PROBLEM STATEMENT:
Repeat every line of the data exactly, but not the pictures.

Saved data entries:
*** Begin section ***

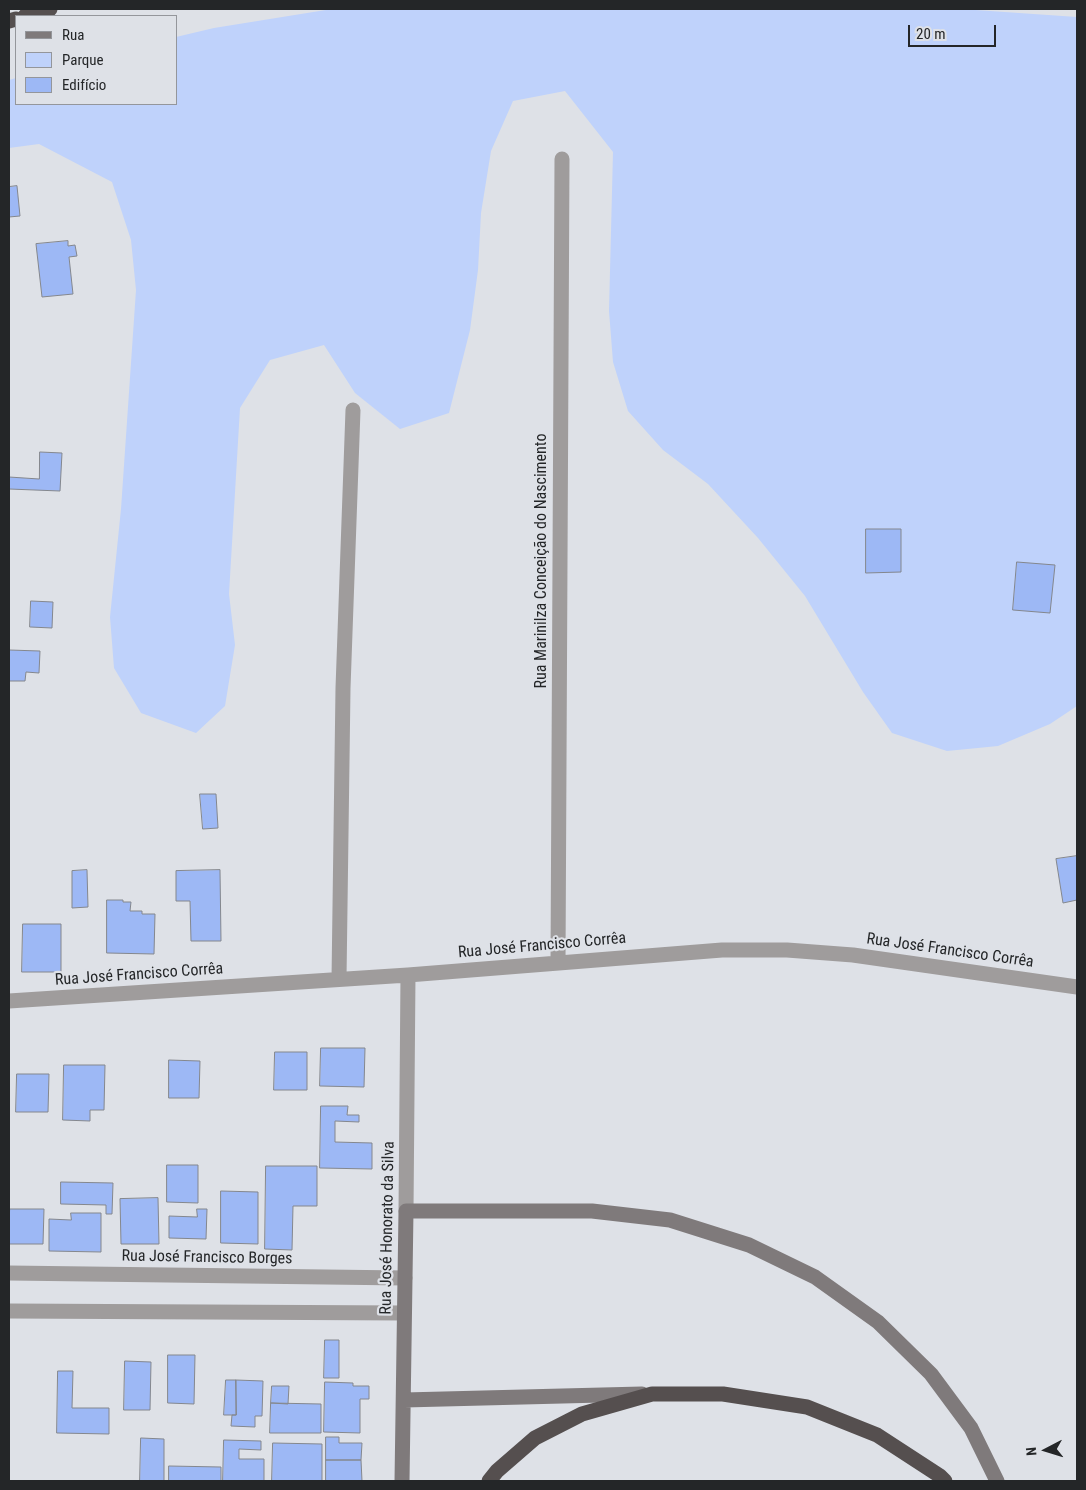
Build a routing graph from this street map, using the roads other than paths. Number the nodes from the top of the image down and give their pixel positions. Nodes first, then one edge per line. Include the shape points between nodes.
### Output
1 (50, 9) edge
2 (29, 15) edge
3 (562, 159) dead end
4 (353, 410) dead end
5 (558, 962) junction
6 (408, 975) junction
7 (340, 980) junction
8 (1077, 987) edge
9 (9, 1001) edge
10 (406, 1211) junction
11 (9, 1273) edge
12 (405, 1278) junction
13 (9, 1311) edge
14 (404, 1313) junction
15 (652, 1394) junction
16 (404, 1400) junction
17 (404, 1478) edge
18 (489, 1481) edge
19 (945, 1481) edge
20 (996, 1481) edge

1 - 2 highway
3 - 5 street, Rua Marinilza Conceição do Nascimento
4 - 7 street via 343,688
5 - 6 street, Rua José Francisco Corrêa
5 - 8 street, Rua José Francisco Corrêa via 722,950 787,950 853,955
6 - 7 street, Rua José Francisco Corrêa
6 - 10 street, Rua José Honorato da Silva
7 - 9 street, Rua José Francisco Corrêa
10 - 12 main road, Rua José Honorato da Silva
10 - 20 main road via 592,1211 670,1220 749,1245 815,1277 878,1322 931,1374 971,1428
11 - 12 street, Rua José Francisco Borges
12 - 14 main road, Rua José Honorato da Silva
13 - 14 street
14 - 16 main road, Rua José Honorato da Silva
15 - 16 main road
15 - 18 highway via 582,1414 535,1438
15 - 19 highway via 723,1394 807,1407 877,1435
16 - 17 main road, Rua José Honorato da Silva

*** End section ***

COMPLETED EXERCISE:
Build a routing graph from this street map, using the roads other than paths. Number the nodes from the top of the image down and give their pixel positions. Nodes first, then one edge per line. Include the shape points between nodes.
### Output
1 (50, 9) edge
2 (29, 15) edge
3 (562, 159) dead end
4 (353, 410) dead end
5 (558, 962) junction
6 (408, 975) junction
7 (340, 980) junction
8 (1077, 987) edge
9 (9, 1001) edge
10 (406, 1211) junction
11 (9, 1273) edge
12 (405, 1278) junction
13 (9, 1311) edge
14 (404, 1313) junction
15 (652, 1394) junction
16 (404, 1400) junction
17 (404, 1478) edge
18 (489, 1481) edge
19 (945, 1481) edge
20 (996, 1481) edge

1 - 2 highway
3 - 5 street, Rua Marinilza Conceição do Nascimento
4 - 7 street via 343,688
5 - 6 street, Rua José Francisco Corrêa
5 - 8 street, Rua José Francisco Corrêa via 722,950 787,950 853,955
6 - 7 street, Rua José Francisco Corrêa
6 - 10 street, Rua José Honorato da Silva
7 - 9 street, Rua José Francisco Corrêa
10 - 12 main road, Rua José Honorato da Silva
10 - 20 main road via 592,1211 670,1220 749,1245 815,1277 878,1322 931,1374 971,1428
11 - 12 street, Rua José Francisco Borges
12 - 14 main road, Rua José Honorato da Silva
13 - 14 street
14 - 16 main road, Rua José Honorato da Silva
15 - 16 main road
15 - 18 highway via 582,1414 535,1438
15 - 19 highway via 723,1394 807,1407 877,1435
16 - 17 main road, Rua José Honorato da Silva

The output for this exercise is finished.